President Donald Trump’s stronger-than-expected performance in several battleground states may partially due to Americans who believe in a radical conspiracy ideology rushing to the ballot box to support him.

QAnon adherents appear to have accounted for a larger share of the electorate in swing states than in the average state, according to a fresh analysis conducted for USA TODAY by University of Southern California experts on misinformation and social media.

Emilio Ferrara, a professor and research team leader at the USC Information Sciences Institute, said voters in Florida, Georgia, North Carolina, Wisconsin, Michigan, Nevada and Arizona “have engaged and supported” QAnon content at a rate of “about twice” the average state.

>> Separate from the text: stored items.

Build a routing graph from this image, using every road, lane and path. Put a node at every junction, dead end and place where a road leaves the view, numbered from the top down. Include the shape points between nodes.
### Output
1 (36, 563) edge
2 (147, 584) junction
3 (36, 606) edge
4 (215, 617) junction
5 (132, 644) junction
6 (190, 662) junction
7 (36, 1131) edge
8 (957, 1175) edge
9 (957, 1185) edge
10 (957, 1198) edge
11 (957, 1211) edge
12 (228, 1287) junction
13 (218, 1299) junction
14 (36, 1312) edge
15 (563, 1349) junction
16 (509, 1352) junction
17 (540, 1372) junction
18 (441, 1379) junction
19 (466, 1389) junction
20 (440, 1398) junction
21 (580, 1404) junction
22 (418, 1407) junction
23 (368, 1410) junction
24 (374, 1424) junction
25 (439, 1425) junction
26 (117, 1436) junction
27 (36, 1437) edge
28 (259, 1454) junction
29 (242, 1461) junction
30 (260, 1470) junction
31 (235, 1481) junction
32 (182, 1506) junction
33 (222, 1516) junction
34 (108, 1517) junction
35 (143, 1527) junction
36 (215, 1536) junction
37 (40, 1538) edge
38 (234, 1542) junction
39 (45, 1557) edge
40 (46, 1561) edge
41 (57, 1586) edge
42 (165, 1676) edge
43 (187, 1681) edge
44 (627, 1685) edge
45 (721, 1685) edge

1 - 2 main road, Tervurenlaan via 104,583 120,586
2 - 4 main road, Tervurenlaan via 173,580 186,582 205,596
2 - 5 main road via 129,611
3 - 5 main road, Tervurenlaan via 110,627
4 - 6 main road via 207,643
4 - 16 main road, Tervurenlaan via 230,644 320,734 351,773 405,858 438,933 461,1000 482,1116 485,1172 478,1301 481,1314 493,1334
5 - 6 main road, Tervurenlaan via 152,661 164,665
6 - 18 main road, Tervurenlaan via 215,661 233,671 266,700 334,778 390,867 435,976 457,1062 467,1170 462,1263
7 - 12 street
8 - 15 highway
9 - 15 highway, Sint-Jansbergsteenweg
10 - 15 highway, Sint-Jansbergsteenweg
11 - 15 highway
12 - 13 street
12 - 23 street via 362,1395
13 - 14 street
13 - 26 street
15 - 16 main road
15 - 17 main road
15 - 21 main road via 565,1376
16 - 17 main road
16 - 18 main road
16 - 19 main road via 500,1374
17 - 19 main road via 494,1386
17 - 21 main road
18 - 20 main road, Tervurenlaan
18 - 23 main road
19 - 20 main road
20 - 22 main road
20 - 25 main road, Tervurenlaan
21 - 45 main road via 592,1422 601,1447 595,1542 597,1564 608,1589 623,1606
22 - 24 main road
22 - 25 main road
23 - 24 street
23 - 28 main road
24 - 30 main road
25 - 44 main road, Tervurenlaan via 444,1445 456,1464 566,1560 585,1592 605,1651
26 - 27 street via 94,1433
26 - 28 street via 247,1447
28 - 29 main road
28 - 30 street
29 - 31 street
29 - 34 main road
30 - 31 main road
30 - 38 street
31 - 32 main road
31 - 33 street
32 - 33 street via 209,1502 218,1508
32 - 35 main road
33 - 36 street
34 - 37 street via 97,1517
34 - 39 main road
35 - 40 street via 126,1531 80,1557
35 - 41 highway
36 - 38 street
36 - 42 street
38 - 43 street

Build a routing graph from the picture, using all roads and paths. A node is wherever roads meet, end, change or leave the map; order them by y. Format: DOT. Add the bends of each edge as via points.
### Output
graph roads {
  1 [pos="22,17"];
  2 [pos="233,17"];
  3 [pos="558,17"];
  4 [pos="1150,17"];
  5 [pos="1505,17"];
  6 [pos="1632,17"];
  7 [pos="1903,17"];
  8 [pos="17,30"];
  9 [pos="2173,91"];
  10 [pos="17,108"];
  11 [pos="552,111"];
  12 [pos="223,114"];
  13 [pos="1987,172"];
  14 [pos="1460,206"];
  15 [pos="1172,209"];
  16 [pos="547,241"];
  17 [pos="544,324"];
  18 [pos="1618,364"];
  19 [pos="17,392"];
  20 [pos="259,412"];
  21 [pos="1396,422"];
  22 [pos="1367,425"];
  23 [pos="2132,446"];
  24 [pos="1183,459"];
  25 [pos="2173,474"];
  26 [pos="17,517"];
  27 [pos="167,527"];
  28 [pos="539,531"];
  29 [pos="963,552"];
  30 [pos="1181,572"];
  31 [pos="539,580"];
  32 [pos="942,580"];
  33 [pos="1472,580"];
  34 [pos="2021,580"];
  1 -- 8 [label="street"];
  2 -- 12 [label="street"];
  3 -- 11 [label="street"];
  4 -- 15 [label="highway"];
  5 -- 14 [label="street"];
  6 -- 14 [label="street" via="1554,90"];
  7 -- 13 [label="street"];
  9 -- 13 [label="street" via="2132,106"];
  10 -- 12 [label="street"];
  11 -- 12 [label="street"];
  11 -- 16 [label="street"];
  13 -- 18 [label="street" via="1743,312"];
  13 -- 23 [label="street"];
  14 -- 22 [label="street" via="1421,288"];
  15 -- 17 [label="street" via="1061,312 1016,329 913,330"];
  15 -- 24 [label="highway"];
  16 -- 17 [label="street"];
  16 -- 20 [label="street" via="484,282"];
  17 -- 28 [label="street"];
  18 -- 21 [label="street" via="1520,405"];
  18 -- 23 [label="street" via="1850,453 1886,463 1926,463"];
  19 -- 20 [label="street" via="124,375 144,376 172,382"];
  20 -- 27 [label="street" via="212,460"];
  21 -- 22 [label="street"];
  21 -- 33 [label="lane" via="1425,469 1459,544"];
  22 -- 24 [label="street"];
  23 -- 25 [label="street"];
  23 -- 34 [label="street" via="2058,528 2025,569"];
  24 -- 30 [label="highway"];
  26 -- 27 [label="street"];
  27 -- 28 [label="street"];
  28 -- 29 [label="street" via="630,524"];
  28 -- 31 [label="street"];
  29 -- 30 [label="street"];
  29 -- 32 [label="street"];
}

“That is a lot,” he said. “This is something that the polls that were based in traditional surveys didn’t surface.”

Ferrara based his conclusion on a fresh state-by-state review of 240 million election-related tweets from June 20 through Sept. 9 that he previously analyzed in a peer-reviewed study published five days before the election.

Supporter of President Donald Trump in a QAnon sweatshirt at a rally on Oct. 3, 2020, in Staten Island, New York.

Some QAnon watchdogs, however, are skeptical that the movement had an outsized impact on the election’s outcome.

“I do not think QAnon activity had an influential effect pre-election,” said Emerson Brooking, resident fellow at the Atlantic Council’s Digital Forensic Research Lab. “QAnon networks are, however, amplifying some of the wildest conspiracies in this dangerous post-election period. I am concerned about how they are contributing to the general atmosphere of uncertainty.”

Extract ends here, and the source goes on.